A Michigan federal court has held that an insured v. insured exclusion barred coverage for a claim asserted by a liquidation trust against the insured debtor’s former officers and directors. Indian Harbor Ins. Co. v. Zucker, 2016 WL 1253040 (W.D. Mich. Mar. 31, 2016).

A bank holding company filed for Chapter 11. During the proceedings, the creditors’ committee and the debtor agreed to a settlement agreement in which various causes of action belonging to the debtor were transferred to a liquidation trust. The agreement also required the liquidation trustee to pursue those assigned causes of action in court for the benefit of the creditors. The bankruptcy court approved the settlement agreement and eventually approved a liquidating plan. The liquidation trustee filed a complaint against various former directors and officers of the bank, alleging breach of fiduciary duty, which was a claim assigned to the trust by the debtor.

The bank holding company held a D&O policy that provided specified coverage to the former directors and officers sued by the trustee. The D&O policy also provided specified coverage to the “Company,” which was defined to include the bank holding company and various subsidiaries and affiliated entities. The D&O policy included an insured v. insured exclusion that barred coverage for claims made against “Insured Persons” and brought “by, on behalf of, or in the name or right of, the Company or any Insured Person.” The insured v. insured exclusion included several carve-backs, but none of the carve-backs dealt with any circumstance involving bankruptcy of an insured. The D&O insurer denied the directors’ and officers’ request for coverage for the liquidation trustee’s suit, asserting that this exclusion applied.

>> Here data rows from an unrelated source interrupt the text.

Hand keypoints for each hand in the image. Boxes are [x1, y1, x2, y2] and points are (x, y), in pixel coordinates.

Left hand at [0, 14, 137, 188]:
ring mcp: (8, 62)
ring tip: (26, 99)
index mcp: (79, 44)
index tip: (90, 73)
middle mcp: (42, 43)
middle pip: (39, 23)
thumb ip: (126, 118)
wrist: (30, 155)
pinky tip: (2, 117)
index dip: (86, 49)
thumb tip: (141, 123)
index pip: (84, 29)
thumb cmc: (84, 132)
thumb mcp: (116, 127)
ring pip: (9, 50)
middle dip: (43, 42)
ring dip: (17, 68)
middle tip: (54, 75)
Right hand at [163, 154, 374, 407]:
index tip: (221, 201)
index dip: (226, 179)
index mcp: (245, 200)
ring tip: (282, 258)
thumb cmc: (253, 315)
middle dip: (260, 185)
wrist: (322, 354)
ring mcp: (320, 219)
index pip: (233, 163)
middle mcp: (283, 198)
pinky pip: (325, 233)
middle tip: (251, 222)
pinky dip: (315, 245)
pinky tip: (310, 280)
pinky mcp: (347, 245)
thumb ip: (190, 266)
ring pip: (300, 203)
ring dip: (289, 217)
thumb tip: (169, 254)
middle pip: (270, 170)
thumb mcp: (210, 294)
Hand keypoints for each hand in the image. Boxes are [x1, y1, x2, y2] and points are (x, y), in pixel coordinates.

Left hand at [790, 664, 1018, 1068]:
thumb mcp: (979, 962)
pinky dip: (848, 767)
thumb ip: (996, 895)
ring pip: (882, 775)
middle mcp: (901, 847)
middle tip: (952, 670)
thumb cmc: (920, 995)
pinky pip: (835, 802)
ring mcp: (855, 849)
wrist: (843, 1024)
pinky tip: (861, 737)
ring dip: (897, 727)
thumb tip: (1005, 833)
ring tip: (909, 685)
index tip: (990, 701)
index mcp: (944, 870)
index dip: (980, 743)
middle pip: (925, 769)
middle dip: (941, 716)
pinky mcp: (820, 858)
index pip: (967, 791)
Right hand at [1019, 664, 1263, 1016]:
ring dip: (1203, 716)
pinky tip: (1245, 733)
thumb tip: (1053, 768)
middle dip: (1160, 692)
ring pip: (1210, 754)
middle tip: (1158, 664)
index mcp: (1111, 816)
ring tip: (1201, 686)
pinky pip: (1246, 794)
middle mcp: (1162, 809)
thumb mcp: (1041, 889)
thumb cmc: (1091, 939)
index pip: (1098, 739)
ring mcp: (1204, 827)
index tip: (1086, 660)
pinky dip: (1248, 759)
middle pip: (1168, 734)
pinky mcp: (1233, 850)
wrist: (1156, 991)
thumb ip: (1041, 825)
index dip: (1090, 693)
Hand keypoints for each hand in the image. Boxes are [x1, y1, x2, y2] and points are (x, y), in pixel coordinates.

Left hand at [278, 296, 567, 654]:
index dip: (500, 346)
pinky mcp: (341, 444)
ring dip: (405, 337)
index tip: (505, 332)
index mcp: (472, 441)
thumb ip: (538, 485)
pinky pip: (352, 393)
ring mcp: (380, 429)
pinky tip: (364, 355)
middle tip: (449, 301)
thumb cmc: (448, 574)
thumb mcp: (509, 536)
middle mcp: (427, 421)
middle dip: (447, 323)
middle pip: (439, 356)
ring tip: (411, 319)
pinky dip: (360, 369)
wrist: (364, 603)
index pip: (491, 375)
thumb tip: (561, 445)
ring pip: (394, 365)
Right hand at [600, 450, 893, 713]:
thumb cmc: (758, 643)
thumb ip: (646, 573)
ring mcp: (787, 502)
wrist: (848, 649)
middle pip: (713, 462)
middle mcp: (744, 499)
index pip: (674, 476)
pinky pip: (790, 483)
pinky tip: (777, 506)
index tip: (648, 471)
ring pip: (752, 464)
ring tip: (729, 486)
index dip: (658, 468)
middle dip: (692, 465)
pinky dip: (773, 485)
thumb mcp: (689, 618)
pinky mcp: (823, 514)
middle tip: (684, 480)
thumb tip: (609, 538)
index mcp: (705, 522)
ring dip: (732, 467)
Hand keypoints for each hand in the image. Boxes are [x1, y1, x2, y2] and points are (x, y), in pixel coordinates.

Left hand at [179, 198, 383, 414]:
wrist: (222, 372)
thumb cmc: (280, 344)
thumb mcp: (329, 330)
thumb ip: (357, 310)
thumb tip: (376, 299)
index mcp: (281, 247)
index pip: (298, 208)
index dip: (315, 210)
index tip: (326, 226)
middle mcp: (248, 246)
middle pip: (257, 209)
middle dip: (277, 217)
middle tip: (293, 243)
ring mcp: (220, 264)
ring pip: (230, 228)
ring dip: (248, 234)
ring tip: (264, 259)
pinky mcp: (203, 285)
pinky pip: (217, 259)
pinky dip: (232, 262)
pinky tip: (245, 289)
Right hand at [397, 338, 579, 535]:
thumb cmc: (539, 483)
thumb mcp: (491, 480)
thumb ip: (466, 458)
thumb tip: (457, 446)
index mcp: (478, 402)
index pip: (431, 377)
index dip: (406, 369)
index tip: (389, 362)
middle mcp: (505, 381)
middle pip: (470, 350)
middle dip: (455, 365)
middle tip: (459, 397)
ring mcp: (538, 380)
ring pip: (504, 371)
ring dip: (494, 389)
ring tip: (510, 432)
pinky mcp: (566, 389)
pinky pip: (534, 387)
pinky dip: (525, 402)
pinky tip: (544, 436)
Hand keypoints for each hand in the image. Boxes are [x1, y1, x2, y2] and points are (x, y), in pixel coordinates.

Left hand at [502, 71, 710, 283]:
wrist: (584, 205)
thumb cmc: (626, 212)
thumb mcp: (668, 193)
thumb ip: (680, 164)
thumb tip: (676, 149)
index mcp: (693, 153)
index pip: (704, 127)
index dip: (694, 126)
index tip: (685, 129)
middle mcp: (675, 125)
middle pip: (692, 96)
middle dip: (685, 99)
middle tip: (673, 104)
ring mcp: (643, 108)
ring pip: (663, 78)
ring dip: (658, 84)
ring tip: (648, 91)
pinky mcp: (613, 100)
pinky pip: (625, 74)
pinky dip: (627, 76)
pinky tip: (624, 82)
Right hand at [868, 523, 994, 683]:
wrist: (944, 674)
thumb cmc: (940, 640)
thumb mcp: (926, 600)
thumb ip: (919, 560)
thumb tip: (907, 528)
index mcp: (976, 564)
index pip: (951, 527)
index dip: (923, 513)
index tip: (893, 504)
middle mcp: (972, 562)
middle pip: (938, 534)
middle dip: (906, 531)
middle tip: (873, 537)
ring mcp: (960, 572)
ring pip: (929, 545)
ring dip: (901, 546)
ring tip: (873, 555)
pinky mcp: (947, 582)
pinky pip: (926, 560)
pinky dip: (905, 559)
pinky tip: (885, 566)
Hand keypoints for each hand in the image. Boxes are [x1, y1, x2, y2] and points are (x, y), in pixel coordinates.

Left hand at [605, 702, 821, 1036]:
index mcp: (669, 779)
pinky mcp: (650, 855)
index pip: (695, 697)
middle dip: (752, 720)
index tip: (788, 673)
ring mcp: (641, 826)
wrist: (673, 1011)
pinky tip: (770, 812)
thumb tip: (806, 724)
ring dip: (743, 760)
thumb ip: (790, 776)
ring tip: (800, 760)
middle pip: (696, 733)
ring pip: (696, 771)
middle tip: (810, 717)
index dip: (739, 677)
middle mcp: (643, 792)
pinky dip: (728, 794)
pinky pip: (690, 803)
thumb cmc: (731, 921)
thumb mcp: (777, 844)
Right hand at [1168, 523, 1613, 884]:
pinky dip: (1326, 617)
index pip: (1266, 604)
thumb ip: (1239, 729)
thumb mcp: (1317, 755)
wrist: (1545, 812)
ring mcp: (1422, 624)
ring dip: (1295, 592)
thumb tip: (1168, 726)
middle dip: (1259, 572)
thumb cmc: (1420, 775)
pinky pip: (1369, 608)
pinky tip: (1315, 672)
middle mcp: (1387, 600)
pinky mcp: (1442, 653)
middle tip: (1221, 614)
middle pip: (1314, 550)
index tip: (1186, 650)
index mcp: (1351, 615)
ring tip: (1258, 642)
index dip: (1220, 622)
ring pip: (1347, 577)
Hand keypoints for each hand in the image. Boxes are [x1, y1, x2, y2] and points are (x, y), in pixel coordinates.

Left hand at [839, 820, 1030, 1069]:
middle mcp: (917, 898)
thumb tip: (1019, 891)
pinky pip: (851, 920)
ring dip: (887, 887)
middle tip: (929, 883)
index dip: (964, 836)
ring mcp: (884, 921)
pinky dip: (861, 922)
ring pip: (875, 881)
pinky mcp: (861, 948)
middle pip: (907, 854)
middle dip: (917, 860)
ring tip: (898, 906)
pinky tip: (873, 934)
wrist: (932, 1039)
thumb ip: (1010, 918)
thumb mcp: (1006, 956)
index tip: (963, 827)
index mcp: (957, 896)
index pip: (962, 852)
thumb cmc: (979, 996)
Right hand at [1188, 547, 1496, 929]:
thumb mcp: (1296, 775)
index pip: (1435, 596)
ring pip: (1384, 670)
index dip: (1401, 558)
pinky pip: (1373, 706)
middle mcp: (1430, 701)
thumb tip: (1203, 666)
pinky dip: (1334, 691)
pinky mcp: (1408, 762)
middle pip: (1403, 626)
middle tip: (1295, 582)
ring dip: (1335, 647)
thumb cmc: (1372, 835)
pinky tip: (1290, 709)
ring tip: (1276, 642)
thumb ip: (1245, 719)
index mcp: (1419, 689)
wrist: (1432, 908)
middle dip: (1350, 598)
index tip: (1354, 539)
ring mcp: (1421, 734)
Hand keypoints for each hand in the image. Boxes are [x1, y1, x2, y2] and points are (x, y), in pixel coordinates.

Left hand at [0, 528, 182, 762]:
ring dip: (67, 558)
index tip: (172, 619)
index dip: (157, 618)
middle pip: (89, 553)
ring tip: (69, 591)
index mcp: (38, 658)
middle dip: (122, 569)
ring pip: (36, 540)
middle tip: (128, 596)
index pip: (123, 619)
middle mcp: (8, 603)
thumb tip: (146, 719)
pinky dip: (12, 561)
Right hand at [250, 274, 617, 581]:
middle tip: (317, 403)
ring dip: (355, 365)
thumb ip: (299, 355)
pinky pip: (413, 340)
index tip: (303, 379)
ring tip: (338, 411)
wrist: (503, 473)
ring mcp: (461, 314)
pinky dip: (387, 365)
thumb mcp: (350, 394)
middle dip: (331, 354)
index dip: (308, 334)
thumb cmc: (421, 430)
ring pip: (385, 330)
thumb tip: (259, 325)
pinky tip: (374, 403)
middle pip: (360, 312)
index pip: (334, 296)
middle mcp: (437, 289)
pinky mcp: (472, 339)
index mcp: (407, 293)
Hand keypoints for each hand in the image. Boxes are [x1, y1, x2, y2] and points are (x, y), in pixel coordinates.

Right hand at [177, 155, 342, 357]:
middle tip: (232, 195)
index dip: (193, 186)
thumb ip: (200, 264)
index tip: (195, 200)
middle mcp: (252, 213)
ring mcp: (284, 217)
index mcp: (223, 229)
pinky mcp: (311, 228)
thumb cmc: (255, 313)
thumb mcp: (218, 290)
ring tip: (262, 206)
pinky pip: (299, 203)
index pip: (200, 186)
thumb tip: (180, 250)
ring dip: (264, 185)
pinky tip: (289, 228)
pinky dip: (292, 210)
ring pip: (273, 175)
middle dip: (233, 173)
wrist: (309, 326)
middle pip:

The court overseeing the ensuing coverage action granted the insurer’s motion for summary judgment, holding that the insured v. insured exclusion barred coverage. The court began by detailing what it described as “inconsistent decisions across the country

from courts encountering disputes over the insured v. insured exclusion,” and endorsed a fact-specific view as to whether such exclusions apply in any given circumstance. Here, the court pointed to the fact that the Company agreed to create the liquidation trust in a voluntary agreement and transferred the causes of action that it had against its former directors and officers, and that the liquidation trustee’s suit asserted those causes of action. Under these circumstances, the court found that the suit was therefore brought “in the name or right of . . . the Company” because there was a “direct connection between the debtor/company/insureds and the Liquidation Trust, which was created by agreement of the Debtors and the Creditors’ Committee,” and the liquidation trust asserted the causes of action transferred to it by the insured debtor in the underlying claim at issue in the coverage action.